# Your assignment
Exactly as they appear, output all of the records. Skip any images.

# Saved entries

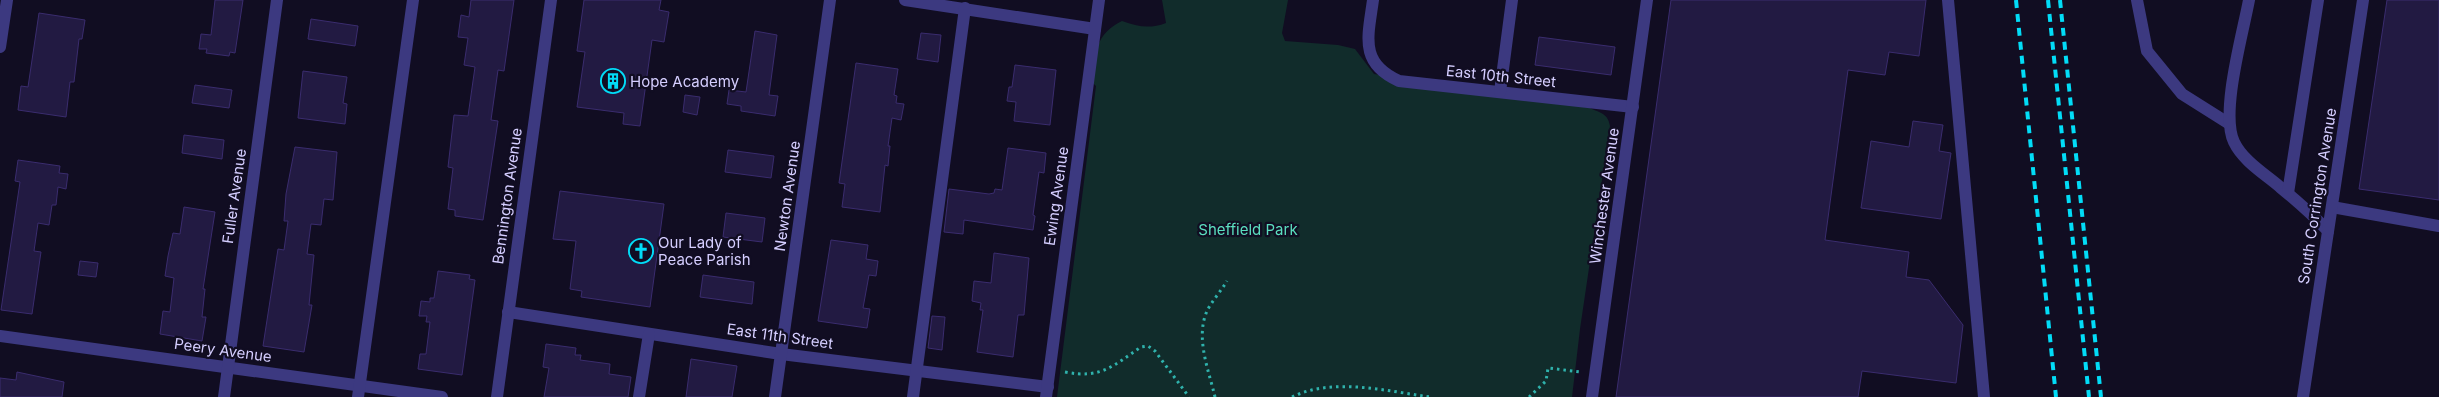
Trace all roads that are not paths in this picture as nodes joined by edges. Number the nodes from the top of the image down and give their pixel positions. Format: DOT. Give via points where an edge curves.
graph roads {
  1 [pos="7,0"];
  2 [pos="277,0"];
  3 [pos="412,0"];
  4 [pos="551,0"];
  5 [pos="830,0"];
  6 [pos="905,0"];
  7 [pos="1099,0"];
  8 [pos="1373,0"];
  9 [pos="1512,0"];
  10 [pos="1647,0"];
  11 [pos="1948,0"];
  12 [pos="2137,0"];
  13 [pos="2250,0"];
  14 [pos="2318,0"];
  15 [pos="2363,0"];
  16 [pos="971,6"];
  17 [pos="1095,29"];
  18 [pos="0,47"];
  19 [pos="1500,92"];
  20 [pos="1633,106"];
  21 [pos="2228,123"];
  22 [pos="2288,193"];
  23 [pos="2332,207"];
  24 [pos="2439,226"];
  25 [pos="2328,231"];
  26 [pos="508,312"];
  27 [pos="649,334"];
  28 [pos="0,336"];
  29 [pos="781,354"];
  30 [pos="228,368"];
  31 [pos="917,370"];
  32 [pos="358,391"];
  33 [pos="1047,392"];
  34 [pos="224,397"];
  35 [pos="442,397"];
  36 [pos="497,397"];
  37 [pos="639,397"];
  38 [pos="775,397"];
  39 [pos="913,397"];
  40 [pos="1592,397"];
  41 [pos="1984,397"];
  42 [pos="2303,397"];
  1 -- 18 [label="street"];
  2 -- 30 [label="street, Fuller Avenue"];
  3 -- 32 [label="street"];
  4 -- 26 [label="street, Bennington Avenue"];
  5 -- 29 [label="street, Newton Avenue"];
  6 -- 16 [label="street"];
  7 -- 17 [label="street, Ewing Avenue"];
  8 -- 19 [label="street, East 10th Street" via="1367,41 1372,62 1384,74 1399,81"];
  9 -- 19 [label="street"];
  10 -- 20 [label="street, Winchester Avenue"];
  11 -- 41 [label="street"];
  12 -- 21 [label="street" via="2147,51 2182,94"];
  13 -- 21 [label="street"];
  14 -- 22 [label="street"];
  15 -- 23 [label="street, South Corrington Avenue"];
  16 -- 17 [label="street"];
  16 -- 31 [label="street"];
  17 -- 33 [label="street, Ewing Avenue"];
  19 -- 20 [label="street, East 10th Street"];
  20 -- 40 [label="street, Winchester Avenue"];
  21 -- 22 [label="street" via="2234,143 2246,159"];
  22 -- 25 [label="street"];
  23 -- 24 [label="street"];
  23 -- 25 [label="street, South Corrington Avenue"];
  25 -- 42 [label="street, South Corrington Avenue"];
  26 -- 27 [label="street, East 11th Street"];
  26 -- 36 [label="street, Bennington Avenue"];
  27 -- 29 [label="street, East 11th Street"];
  27 -- 37 [label="street"];
  28 -- 30 [label="street, Peery Avenue"];
  29 -- 31 [label="street, East 11th Street"];
  29 -- 38 [label="street, Newton Avenue"];
  30 -- 32 [label="street, Peery Avenue"];
  30 -- 34 [label="street, Fuller Avenue"];
  31 -- 33 [label="street, East 11th Street"];
  31 -- 39 [label="street"];
  32 -- 35 [label="street, Peery Avenue"];
}
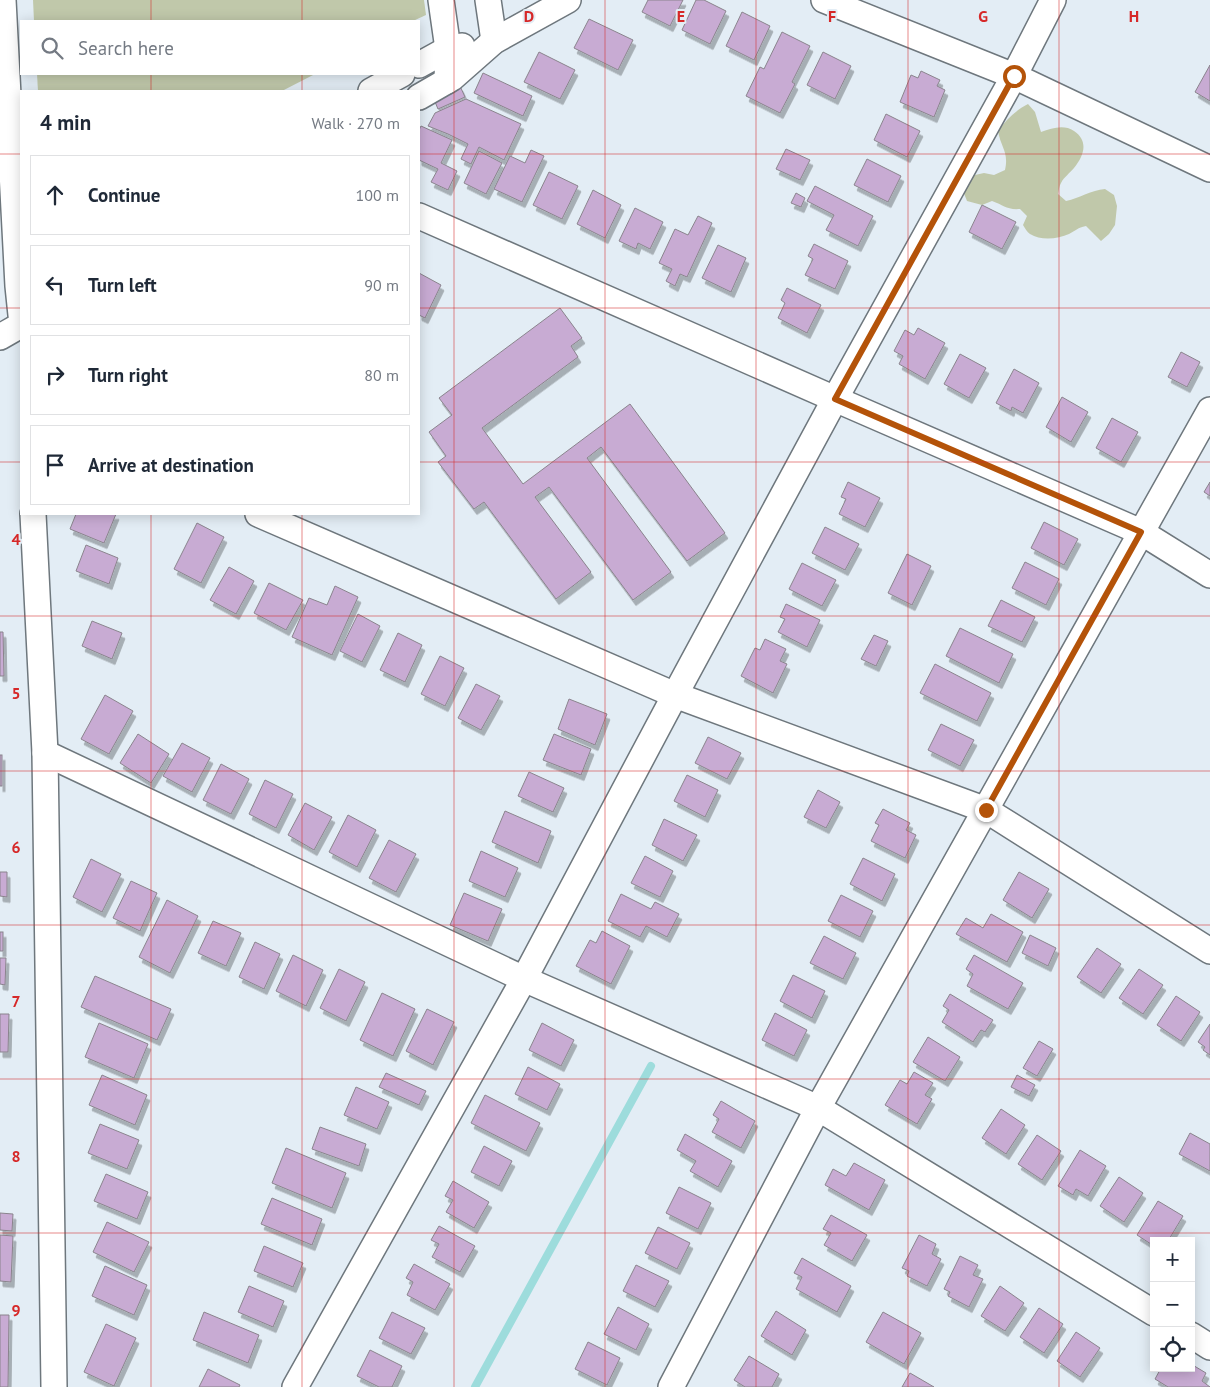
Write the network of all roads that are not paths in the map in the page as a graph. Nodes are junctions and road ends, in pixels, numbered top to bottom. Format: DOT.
graph roads {
  1 [pos="3,0"];
  2 [pos="441,0"];
  3 [pos="488,0"];
  4 [pos="568,0"];
  5 [pos="824,0"];
  6 [pos="1053,0"];
  7 [pos="494,41"];
  8 [pos="448,49"];
  9 [pos="420,64"];
  10 [pos="400,75"];
  11 [pos="1014,76"];
  12 [pos="447,81"];
  13 [pos="373,90"];
  14 [pos="420,96"];
  15 [pos="1210,169"];
  16 [pos="420,216"];
  17 [pos="13,289"];
  18 [pos="20,312"];
  19 [pos="20,326"];
  20 [pos="0,337"];
  21 [pos="835,399"];
  22 [pos="1210,410"];
  23 [pos="33,515"];
  24 [pos="260,515"];
  25 [pos="1141,532"];
  26 [pos="1210,575"];
  27 [pos="675,696"];
  28 [pos="45,753"];
  29 [pos="986,810"];
  30 [pos="1210,951"];
  31 [pos="524,979"];
  32 [pos="818,1108"];
  33 [pos="1150,1311"];
  34 [pos="1195,1338"];
  35 [pos="1210,1347"];
  36 [pos="54,1387"];
  37 [pos="295,1387"];
  38 [pos="671,1387"];
  1 -- 17 [label="street"];
  2 -- 8 [label="street"];
  3 -- 7 [label="street"];
  4 -- 7 [label="street"];
  5 -- 11 [label="street"];
  6 -- 11 [label="street"];
  7 -- 8 [label="street"];
  7 -- 12 [label="street"];
  8 -- 9 [label="street"];
  8 -- 12 [label="street"];
  10 -- 13 [label="street"];
  11 -- 15 [label="street"];
  11 -- 21 [label="street"];
  12 -- 14 [label="street"];
  16 -- 21 [label="street"];
  17 -- 18 [label="street"];
  19 -- 20 [label="street"];
  21 -- 25 [label="street"];
  21 -- 27 [label="street"];
  22 -- 25 [label="street"];
  23 -- 28 [label="street"];
  24 -- 27 [label="street"];
  25 -- 26 [label="street"];
  25 -- 29 [label="street"];
  27 -- 29 [label="street"];
  27 -- 31 [label="street"];
  28 -- 31 [label="street"];
  28 -- 36 [label="street"];
  29 -- 30 [label="street"];
  29 -- 32 [label="street"];
  31 -- 32 [label="street"];
  31 -- 37 [label="street"];
  32 -- 33 [label="street"];
  32 -- 38 [label="street"];
  34 -- 35 [label="street"];
}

# Completed task
Trace all roads that are not paths in this picture as nodes joined by edges. Number the nodes from the top of the image down and give their pixel positions. Format: DOT. Give via points where an edge curves.
graph roads {
  1 [pos="7,0"];
  2 [pos="277,0"];
  3 [pos="412,0"];
  4 [pos="551,0"];
  5 [pos="830,0"];
  6 [pos="905,0"];
  7 [pos="1099,0"];
  8 [pos="1373,0"];
  9 [pos="1512,0"];
  10 [pos="1647,0"];
  11 [pos="1948,0"];
  12 [pos="2137,0"];
  13 [pos="2250,0"];
  14 [pos="2318,0"];
  15 [pos="2363,0"];
  16 [pos="971,6"];
  17 [pos="1095,29"];
  18 [pos="0,47"];
  19 [pos="1500,92"];
  20 [pos="1633,106"];
  21 [pos="2228,123"];
  22 [pos="2288,193"];
  23 [pos="2332,207"];
  24 [pos="2439,226"];
  25 [pos="2328,231"];
  26 [pos="508,312"];
  27 [pos="649,334"];
  28 [pos="0,336"];
  29 [pos="781,354"];
  30 [pos="228,368"];
  31 [pos="917,370"];
  32 [pos="358,391"];
  33 [pos="1047,392"];
  34 [pos="224,397"];
  35 [pos="442,397"];
  36 [pos="497,397"];
  37 [pos="639,397"];
  38 [pos="775,397"];
  39 [pos="913,397"];
  40 [pos="1592,397"];
  41 [pos="1984,397"];
  42 [pos="2303,397"];
  1 -- 18 [label="street"];
  2 -- 30 [label="street, Fuller Avenue"];
  3 -- 32 [label="street"];
  4 -- 26 [label="street, Bennington Avenue"];
  5 -- 29 [label="street, Newton Avenue"];
  6 -- 16 [label="street"];
  7 -- 17 [label="street, Ewing Avenue"];
  8 -- 19 [label="street, East 10th Street" via="1367,41 1372,62 1384,74 1399,81"];
  9 -- 19 [label="street"];
  10 -- 20 [label="street, Winchester Avenue"];
  11 -- 41 [label="street"];
  12 -- 21 [label="street" via="2147,51 2182,94"];
  13 -- 21 [label="street"];
  14 -- 22 [label="street"];
  15 -- 23 [label="street, South Corrington Avenue"];
  16 -- 17 [label="street"];
  16 -- 31 [label="street"];
  17 -- 33 [label="street, Ewing Avenue"];
  19 -- 20 [label="street, East 10th Street"];
  20 -- 40 [label="street, Winchester Avenue"];
  21 -- 22 [label="street" via="2234,143 2246,159"];
  22 -- 25 [label="street"];
  23 -- 24 [label="street"];
  23 -- 25 [label="street, South Corrington Avenue"];
  25 -- 42 [label="street, South Corrington Avenue"];
  26 -- 27 [label="street, East 11th Street"];
  26 -- 36 [label="street, Bennington Avenue"];
  27 -- 29 [label="street, East 11th Street"];
  27 -- 37 [label="street"];
  28 -- 30 [label="street, Peery Avenue"];
  29 -- 31 [label="street, East 11th Street"];
  29 -- 38 [label="street, Newton Avenue"];
  30 -- 32 [label="street, Peery Avenue"];
  30 -- 34 [label="street, Fuller Avenue"];
  31 -- 33 [label="street, East 11th Street"];
  31 -- 39 [label="street"];
  32 -- 35 [label="street, Peery Avenue"];
}
Write the network of all roads that are not paths in the map in the page as a graph. Nodes are junctions and road ends, in pixels, numbered top to bottom. Format: DOT.
graph roads {
  1 [pos="3,0"];
  2 [pos="441,0"];
  3 [pos="488,0"];
  4 [pos="568,0"];
  5 [pos="824,0"];
  6 [pos="1053,0"];
  7 [pos="494,41"];
  8 [pos="448,49"];
  9 [pos="420,64"];
  10 [pos="400,75"];
  11 [pos="1014,76"];
  12 [pos="447,81"];
  13 [pos="373,90"];
  14 [pos="420,96"];
  15 [pos="1210,169"];
  16 [pos="420,216"];
  17 [pos="13,289"];
  18 [pos="20,312"];
  19 [pos="20,326"];
  20 [pos="0,337"];
  21 [pos="835,399"];
  22 [pos="1210,410"];
  23 [pos="33,515"];
  24 [pos="260,515"];
  25 [pos="1141,532"];
  26 [pos="1210,575"];
  27 [pos="675,696"];
  28 [pos="45,753"];
  29 [pos="986,810"];
  30 [pos="1210,951"];
  31 [pos="524,979"];
  32 [pos="818,1108"];
  33 [pos="1150,1311"];
  34 [pos="1195,1338"];
  35 [pos="1210,1347"];
  36 [pos="54,1387"];
  37 [pos="295,1387"];
  38 [pos="671,1387"];
  1 -- 17 [label="street"];
  2 -- 8 [label="street"];
  3 -- 7 [label="street"];
  4 -- 7 [label="street"];
  5 -- 11 [label="street"];
  6 -- 11 [label="street"];
  7 -- 8 [label="street"];
  7 -- 12 [label="street"];
  8 -- 9 [label="street"];
  8 -- 12 [label="street"];
  10 -- 13 [label="street"];
  11 -- 15 [label="street"];
  11 -- 21 [label="street"];
  12 -- 14 [label="street"];
  16 -- 21 [label="street"];
  17 -- 18 [label="street"];
  19 -- 20 [label="street"];
  21 -- 25 [label="street"];
  21 -- 27 [label="street"];
  22 -- 25 [label="street"];
  23 -- 28 [label="street"];
  24 -- 27 [label="street"];
  25 -- 26 [label="street"];
  25 -- 29 [label="street"];
  27 -- 29 [label="street"];
  27 -- 31 [label="street"];
  28 -- 31 [label="street"];
  28 -- 36 [label="street"];
  29 -- 30 [label="street"];
  29 -- 32 [label="street"];
  31 -- 32 [label="street"];
  31 -- 37 [label="street"];
  32 -- 33 [label="street"];
  32 -- 38 [label="street"];
  34 -- 35 [label="street"];
}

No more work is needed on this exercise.